TRY IT | The lines to be copied are those below that contain "Ősagárd".

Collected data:
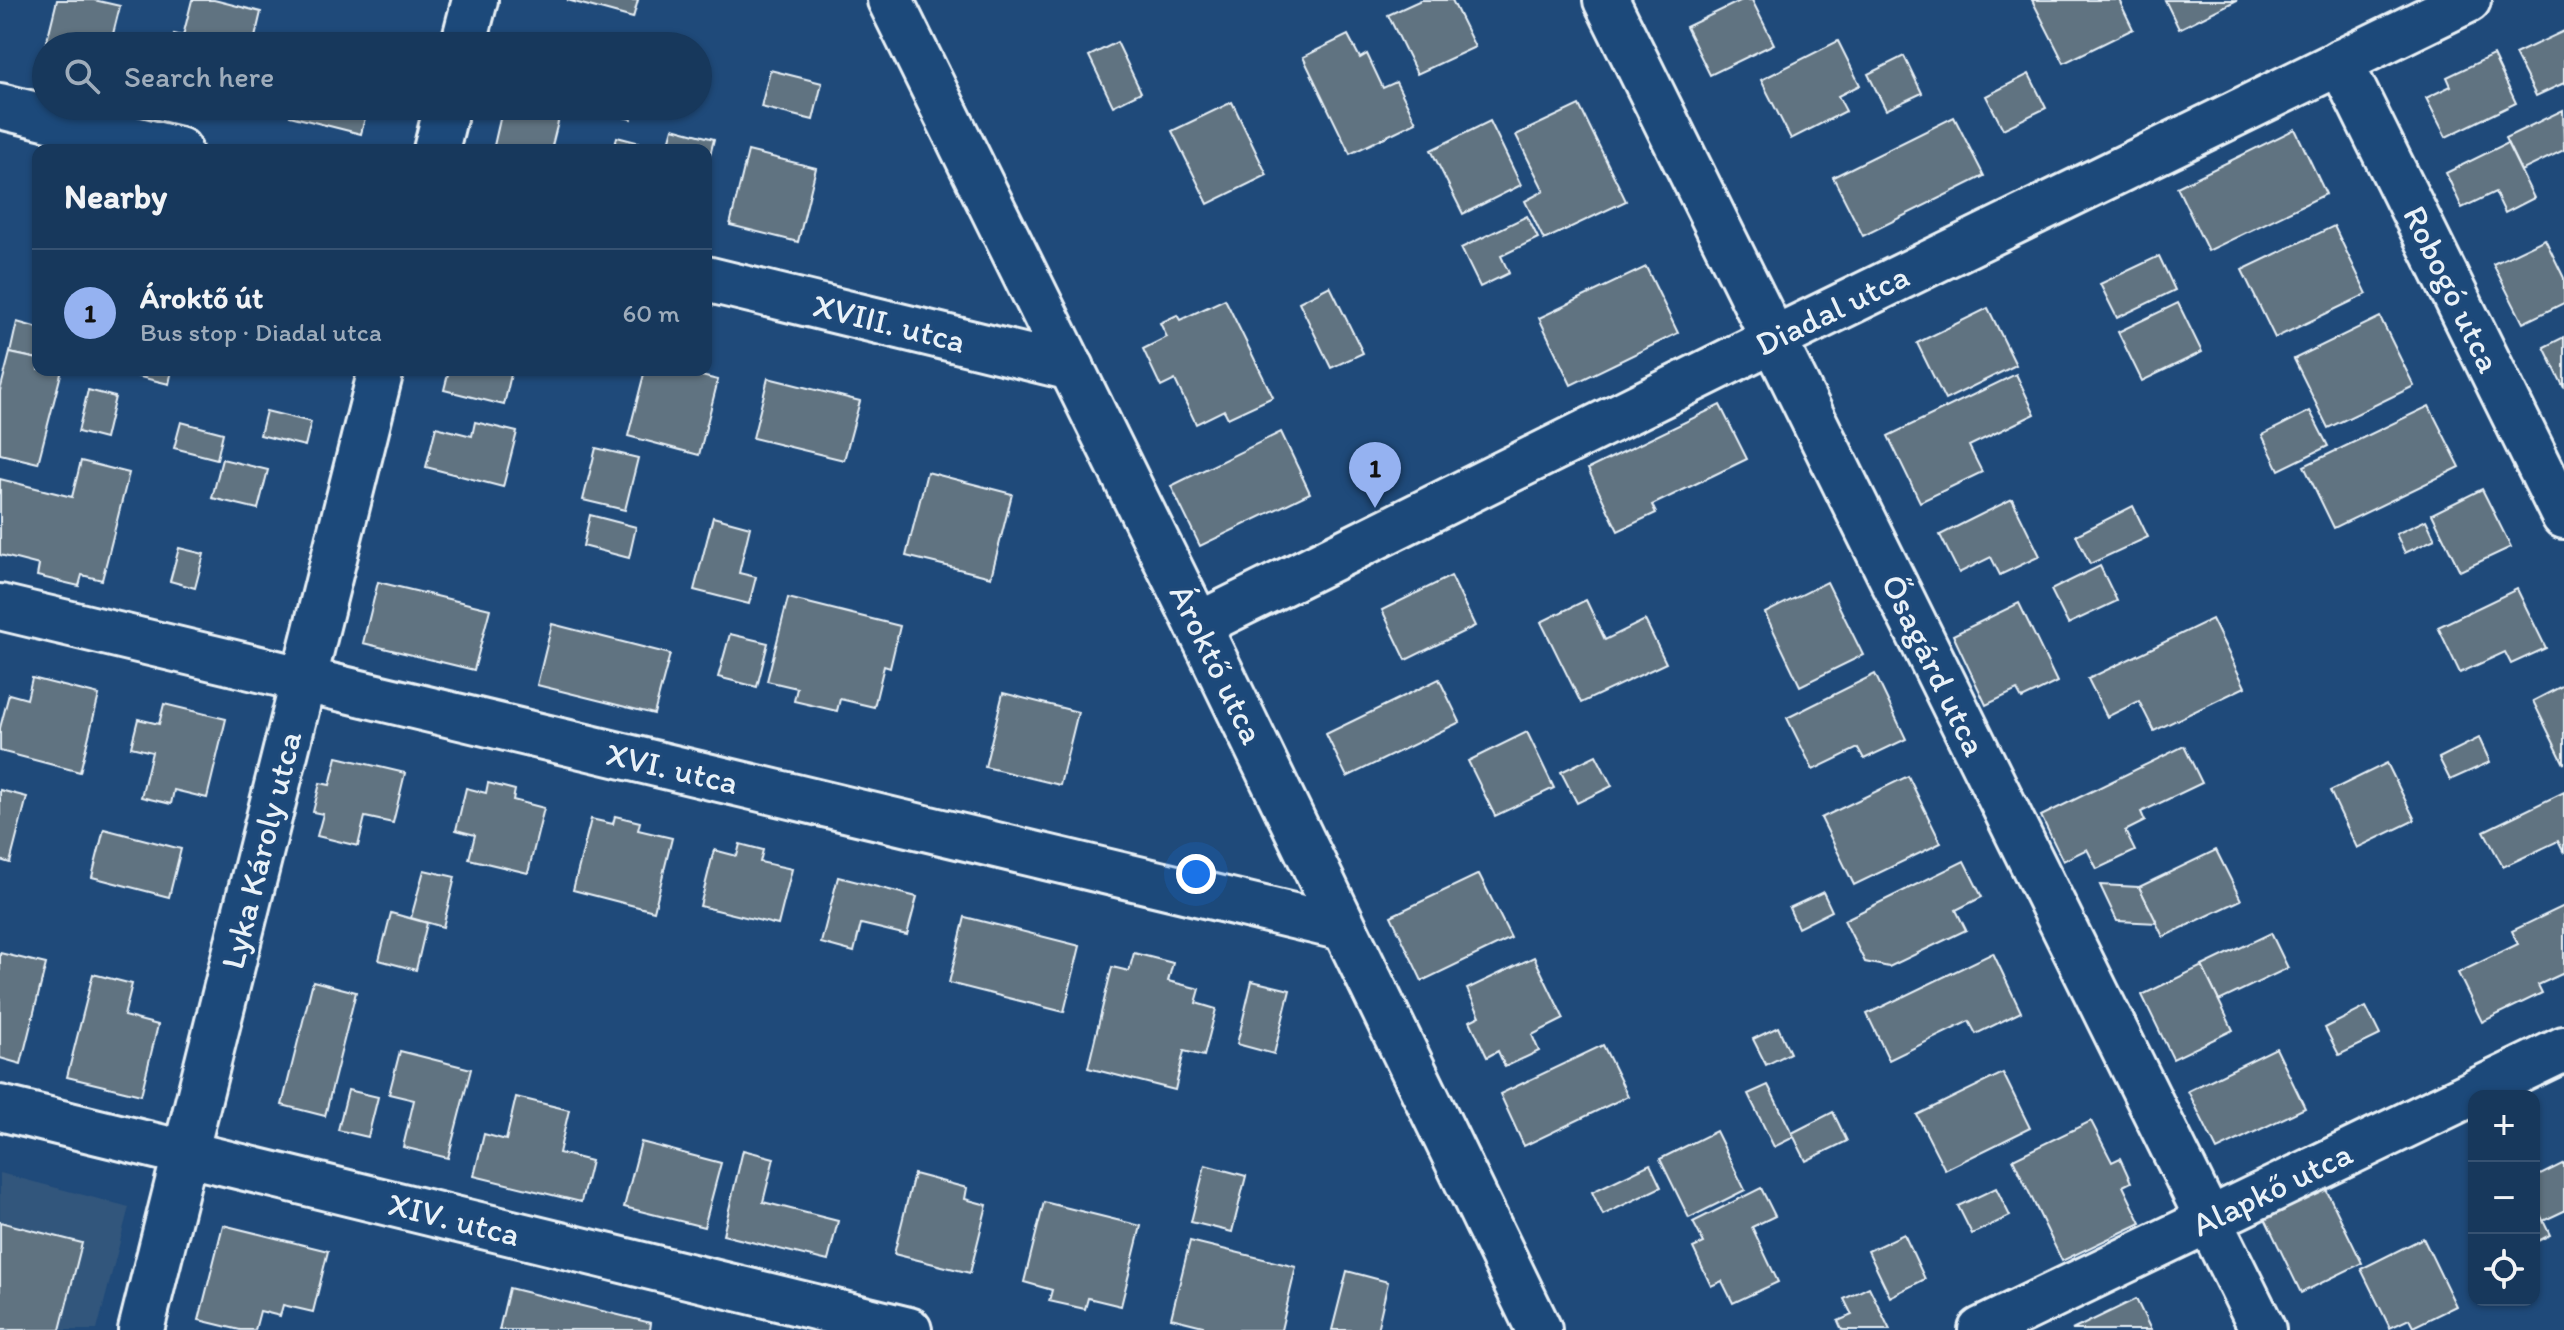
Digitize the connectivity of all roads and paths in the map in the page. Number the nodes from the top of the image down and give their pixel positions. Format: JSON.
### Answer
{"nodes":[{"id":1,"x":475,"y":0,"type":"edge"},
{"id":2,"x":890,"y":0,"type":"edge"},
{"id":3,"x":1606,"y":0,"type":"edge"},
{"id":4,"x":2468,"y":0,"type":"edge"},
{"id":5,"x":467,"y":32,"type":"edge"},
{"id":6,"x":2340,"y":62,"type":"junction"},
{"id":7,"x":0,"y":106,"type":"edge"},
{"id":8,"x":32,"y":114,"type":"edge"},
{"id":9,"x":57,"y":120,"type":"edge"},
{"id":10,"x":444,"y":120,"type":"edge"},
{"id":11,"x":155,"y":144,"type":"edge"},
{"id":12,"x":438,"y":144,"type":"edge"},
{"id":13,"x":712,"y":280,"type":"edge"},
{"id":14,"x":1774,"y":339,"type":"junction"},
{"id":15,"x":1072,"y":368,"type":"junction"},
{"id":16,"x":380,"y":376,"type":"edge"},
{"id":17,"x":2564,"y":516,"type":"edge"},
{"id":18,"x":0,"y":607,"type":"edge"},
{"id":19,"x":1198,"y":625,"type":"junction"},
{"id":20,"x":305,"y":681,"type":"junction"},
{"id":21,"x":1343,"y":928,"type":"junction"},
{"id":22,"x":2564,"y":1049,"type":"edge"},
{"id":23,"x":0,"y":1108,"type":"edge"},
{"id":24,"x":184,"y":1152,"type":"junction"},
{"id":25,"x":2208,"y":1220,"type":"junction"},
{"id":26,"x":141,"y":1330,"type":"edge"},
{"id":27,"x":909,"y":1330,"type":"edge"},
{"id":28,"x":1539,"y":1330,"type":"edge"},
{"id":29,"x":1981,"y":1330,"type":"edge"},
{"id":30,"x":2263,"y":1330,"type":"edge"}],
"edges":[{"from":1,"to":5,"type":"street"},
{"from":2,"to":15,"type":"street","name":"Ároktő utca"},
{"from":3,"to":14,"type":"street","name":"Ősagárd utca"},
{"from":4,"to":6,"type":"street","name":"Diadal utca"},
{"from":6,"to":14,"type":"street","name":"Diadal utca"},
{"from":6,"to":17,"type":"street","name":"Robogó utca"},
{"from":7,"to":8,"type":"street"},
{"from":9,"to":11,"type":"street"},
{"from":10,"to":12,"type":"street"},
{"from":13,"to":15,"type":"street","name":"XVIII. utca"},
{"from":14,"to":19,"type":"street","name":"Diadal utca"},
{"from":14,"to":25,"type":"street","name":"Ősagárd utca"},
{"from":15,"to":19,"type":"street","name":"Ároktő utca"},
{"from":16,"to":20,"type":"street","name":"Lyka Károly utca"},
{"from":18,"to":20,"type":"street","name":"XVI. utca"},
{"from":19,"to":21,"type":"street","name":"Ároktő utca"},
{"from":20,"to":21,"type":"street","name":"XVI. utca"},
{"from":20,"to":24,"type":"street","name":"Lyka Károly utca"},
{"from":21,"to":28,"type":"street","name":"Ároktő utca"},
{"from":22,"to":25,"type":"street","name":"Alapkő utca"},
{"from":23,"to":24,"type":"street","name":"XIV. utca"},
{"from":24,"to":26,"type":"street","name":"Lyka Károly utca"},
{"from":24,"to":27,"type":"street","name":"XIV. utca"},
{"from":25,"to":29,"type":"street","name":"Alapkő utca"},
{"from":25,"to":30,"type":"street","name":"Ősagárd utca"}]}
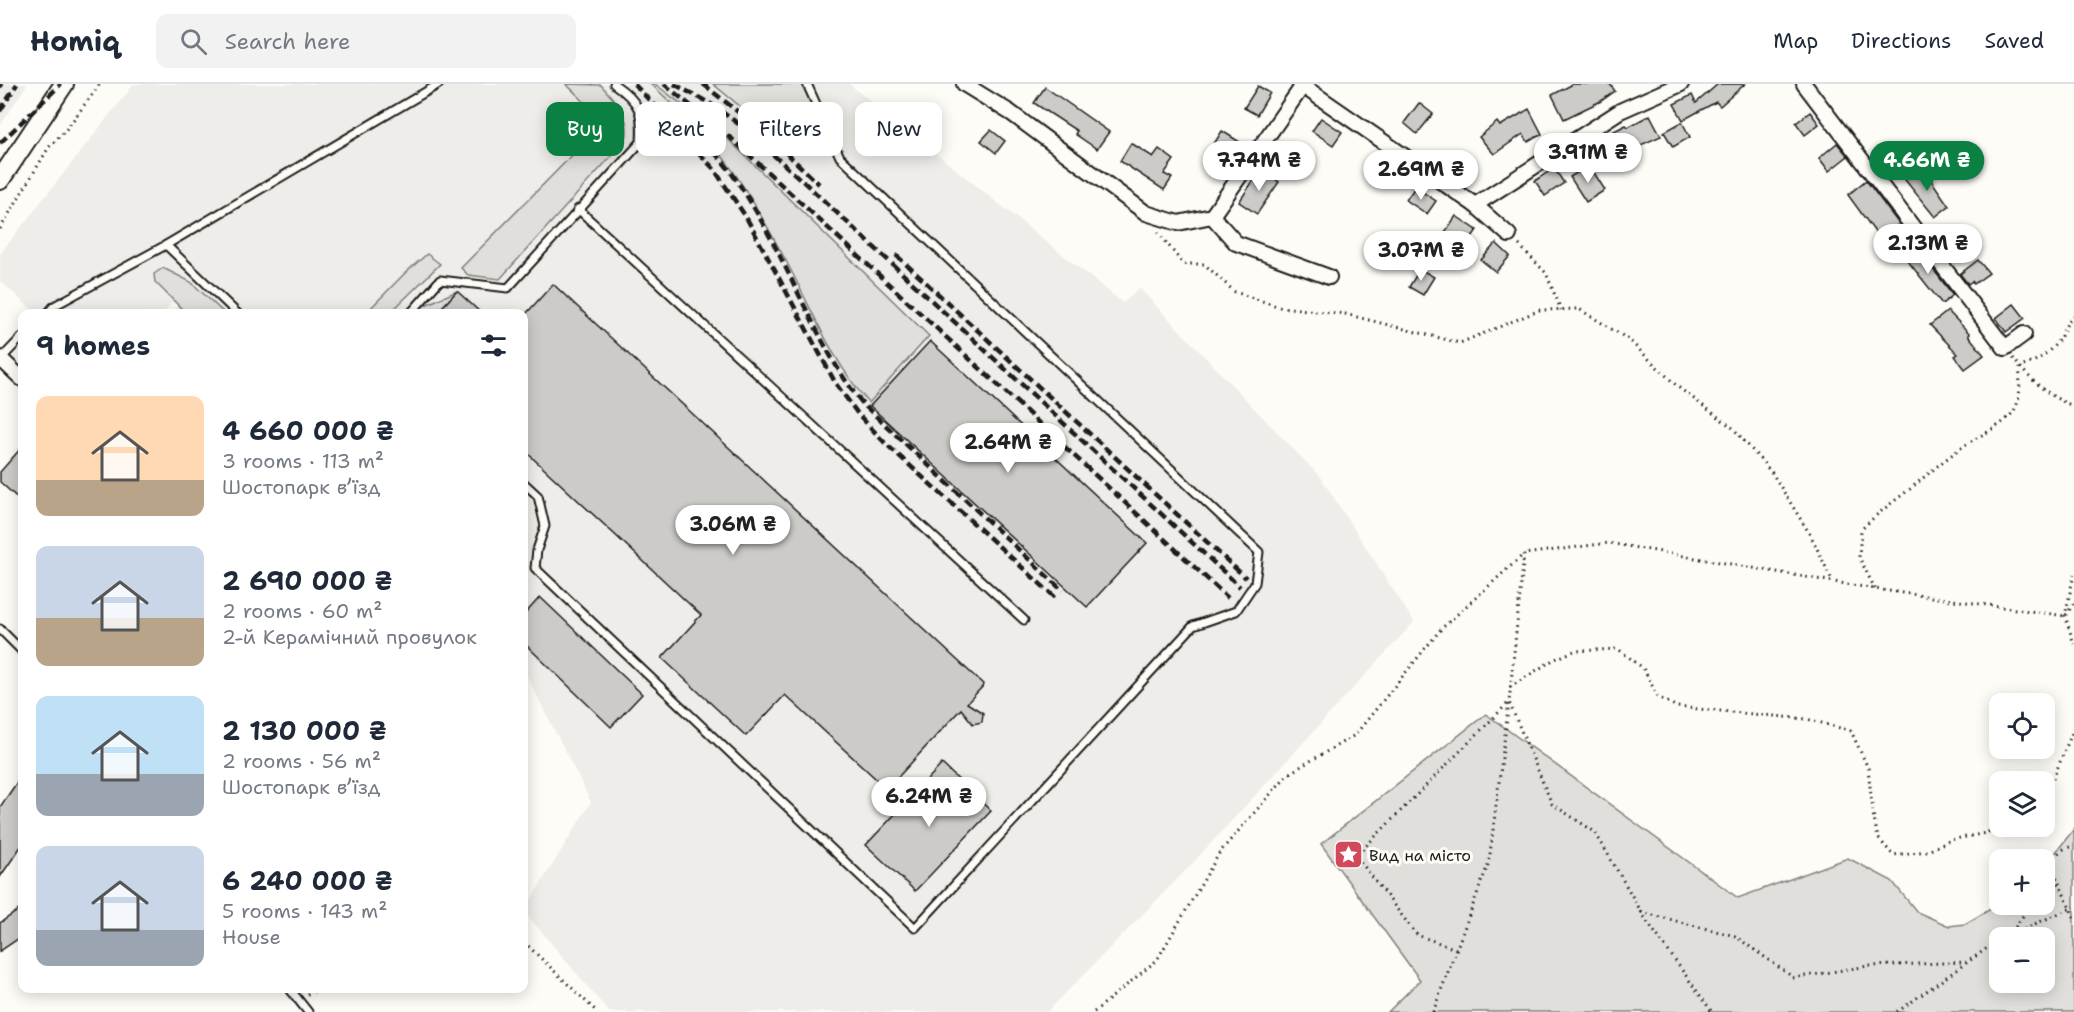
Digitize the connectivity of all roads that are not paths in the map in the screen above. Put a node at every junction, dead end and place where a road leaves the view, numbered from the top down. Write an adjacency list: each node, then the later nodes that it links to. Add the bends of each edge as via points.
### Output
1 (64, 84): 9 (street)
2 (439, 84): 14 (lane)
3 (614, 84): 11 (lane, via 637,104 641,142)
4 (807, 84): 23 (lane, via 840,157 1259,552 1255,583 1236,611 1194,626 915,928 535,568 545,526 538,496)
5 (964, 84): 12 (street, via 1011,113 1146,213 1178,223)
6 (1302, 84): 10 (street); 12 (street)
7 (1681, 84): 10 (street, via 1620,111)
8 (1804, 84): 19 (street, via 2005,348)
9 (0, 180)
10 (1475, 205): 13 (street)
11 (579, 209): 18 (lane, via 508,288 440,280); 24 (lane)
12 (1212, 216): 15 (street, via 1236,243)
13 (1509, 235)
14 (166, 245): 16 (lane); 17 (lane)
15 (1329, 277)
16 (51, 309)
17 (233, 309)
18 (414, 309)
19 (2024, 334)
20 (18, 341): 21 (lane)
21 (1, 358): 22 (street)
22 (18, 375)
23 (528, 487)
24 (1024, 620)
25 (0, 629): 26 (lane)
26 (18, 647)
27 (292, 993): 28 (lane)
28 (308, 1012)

ANSWER FOR THIS EXERCISE |
{"from":3,"to":14,"type":"street","name":"Ősagárd utca"},
{"from":14,"to":25,"type":"street","name":"Ősagárd utca"},
{"from":25,"to":30,"type":"street","name":"Ősagárd utca"}]}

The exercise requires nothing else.